The cerebral hemispheres represent the highest and most complex level of neurological function. There is so much integration of cortical function that whatever system is used to clinically “examine” the cerebral hemispheres will be an over simplification and somewhat artificial compartmentalization. Although a lot of mental status reflects integration of cortical function, it can still be divided into parts that correspond to the divisions of the cerebral hemispheres. This anatomy review will be a brief overview of areas of cortical function that can be examined by components of the mental status exam.


Fontal Lobes

The frontal lobes are important for attention, executive function, motivation, and behavior. Tests for frontal lobe function include working memory (digit span, spelling backward), judgment, fund of knowledge, task organization and set generation such as naming lists of things in a certain category.


Temporal Lobes

The temporal lobes are important for emotional response (amygdala and its connections to the hypothalamus and frontal lobes) and memory (hippocampus and limbic connections). Clinically the main tests for temporal lobe function are those of memory, particularly declarative memory.

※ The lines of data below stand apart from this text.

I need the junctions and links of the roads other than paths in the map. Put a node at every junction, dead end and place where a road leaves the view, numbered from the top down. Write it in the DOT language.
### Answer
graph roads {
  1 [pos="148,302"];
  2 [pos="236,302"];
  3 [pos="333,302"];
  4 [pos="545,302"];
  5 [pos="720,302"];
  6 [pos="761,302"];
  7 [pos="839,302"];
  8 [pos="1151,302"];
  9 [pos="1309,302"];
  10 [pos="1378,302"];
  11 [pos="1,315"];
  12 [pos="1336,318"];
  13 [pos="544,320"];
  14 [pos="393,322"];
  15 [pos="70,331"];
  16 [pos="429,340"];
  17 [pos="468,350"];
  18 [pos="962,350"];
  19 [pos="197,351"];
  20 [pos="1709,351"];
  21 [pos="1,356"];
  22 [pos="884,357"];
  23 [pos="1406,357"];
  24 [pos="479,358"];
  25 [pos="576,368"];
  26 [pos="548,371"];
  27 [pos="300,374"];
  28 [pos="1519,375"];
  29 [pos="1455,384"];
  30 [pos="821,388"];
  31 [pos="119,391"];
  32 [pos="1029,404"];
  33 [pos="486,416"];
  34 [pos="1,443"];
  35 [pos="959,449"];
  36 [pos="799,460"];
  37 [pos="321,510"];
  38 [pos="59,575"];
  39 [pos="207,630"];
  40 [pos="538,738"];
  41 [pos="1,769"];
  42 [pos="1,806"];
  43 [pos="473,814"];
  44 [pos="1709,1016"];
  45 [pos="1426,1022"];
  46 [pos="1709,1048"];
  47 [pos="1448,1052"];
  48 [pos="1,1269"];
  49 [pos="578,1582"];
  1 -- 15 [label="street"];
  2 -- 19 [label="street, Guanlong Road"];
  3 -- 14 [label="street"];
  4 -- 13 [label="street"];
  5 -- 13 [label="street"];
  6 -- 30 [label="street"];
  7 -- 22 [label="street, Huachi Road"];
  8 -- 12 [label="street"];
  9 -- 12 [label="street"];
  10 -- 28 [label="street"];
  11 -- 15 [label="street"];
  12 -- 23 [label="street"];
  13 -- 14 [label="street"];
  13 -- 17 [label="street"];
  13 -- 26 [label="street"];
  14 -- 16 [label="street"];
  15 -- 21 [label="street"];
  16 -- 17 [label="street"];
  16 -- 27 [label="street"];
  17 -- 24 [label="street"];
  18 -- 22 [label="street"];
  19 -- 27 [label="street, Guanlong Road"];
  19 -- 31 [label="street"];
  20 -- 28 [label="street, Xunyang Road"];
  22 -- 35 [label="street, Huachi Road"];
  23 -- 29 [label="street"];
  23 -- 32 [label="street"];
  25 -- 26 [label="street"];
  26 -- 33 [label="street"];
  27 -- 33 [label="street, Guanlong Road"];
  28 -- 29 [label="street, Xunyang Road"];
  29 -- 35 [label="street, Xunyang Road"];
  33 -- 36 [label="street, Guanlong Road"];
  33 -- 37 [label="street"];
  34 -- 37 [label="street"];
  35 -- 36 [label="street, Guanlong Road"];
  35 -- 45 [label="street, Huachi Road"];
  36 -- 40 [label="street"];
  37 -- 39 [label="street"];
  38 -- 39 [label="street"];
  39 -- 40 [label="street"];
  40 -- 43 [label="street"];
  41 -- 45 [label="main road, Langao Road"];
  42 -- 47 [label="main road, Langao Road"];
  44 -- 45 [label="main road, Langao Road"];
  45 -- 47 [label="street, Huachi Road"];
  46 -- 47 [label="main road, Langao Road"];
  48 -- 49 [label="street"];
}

Language – Temporal and Frontal Lobes

The principle area for receptive language is Wernicke’s area, which is located in the posterior part of the superior temporal gyrus of the dominant temporal lobe. The major region for expressive language is Broca’s area located in posterior part of the inferior frontal gyrus of the dominant hemisphere. Homologous regions of the non-dominant hemisphere are important for the non-verbal contextual and emotional aspects as well as the prosody (rhythm) of language. Tests for written and spoken receptive and expressive language are used to “view” these language centers.


Parietal Lobes

The parietal lobes are important for perception and interpretation of sensory information especially somatosensory information. The non-dominant parietal lobe is particularly important for visual-spatial function. The dominant parietal lobe is important for praxis, which is the formation of the idea of a complex purposeful motor act while the frontal lobes are important for the execution of the act. The Gerstmann syndrome, which consists of the constellation of acalculia, finger agnosia, right-left confusion and agraphia, occurs with damage to the dominant inferior parietal lobe. Clinical tests for parietal lobe function include tests for agnosia (such as inability to identify objects by tactile exploration), apraxia (inability to perform purposeful motor acts on command), constructional apraxia (inability to draw objects which require use of visual spatial organization) and testing for elements of Gerstmann’s syndrome.


Occipital Lobes

The occipital lobes are important for perception of visual information. Areas in the inferior temporal visual association cortex are important for recognition of color and shape as well as the recognition of faces. Projections from the occipital lobe to the superior temporal-parietal area are important for perceiving motion of objects. Tests that are used to examine the occipital lobes and its connections include visual fields (see Cranial Nerve 2), naming of objects, naming of colors and recognition of faces.


Potential Traps

  1. There is more variability to the expression of lesions of the cerebral cortex than of structures more caudal in the neuroaxis.
  2. Time of day, stress, fatigue, and pain can affect a patient’s performance on the mental status exam.
  3. You need to consider the patient’s social and educational background when evaluating the results of the mental status exam.

Clinical Pearls

  1. The mental status exam begins with listening and watching the patient during the history part of the examination.
  2. The patient must be awake and alert in order to have a “window” to view the cortex. So assessment of the level of alertness and the intactness of the reticular activating system is actually the first step in the mental status assessment.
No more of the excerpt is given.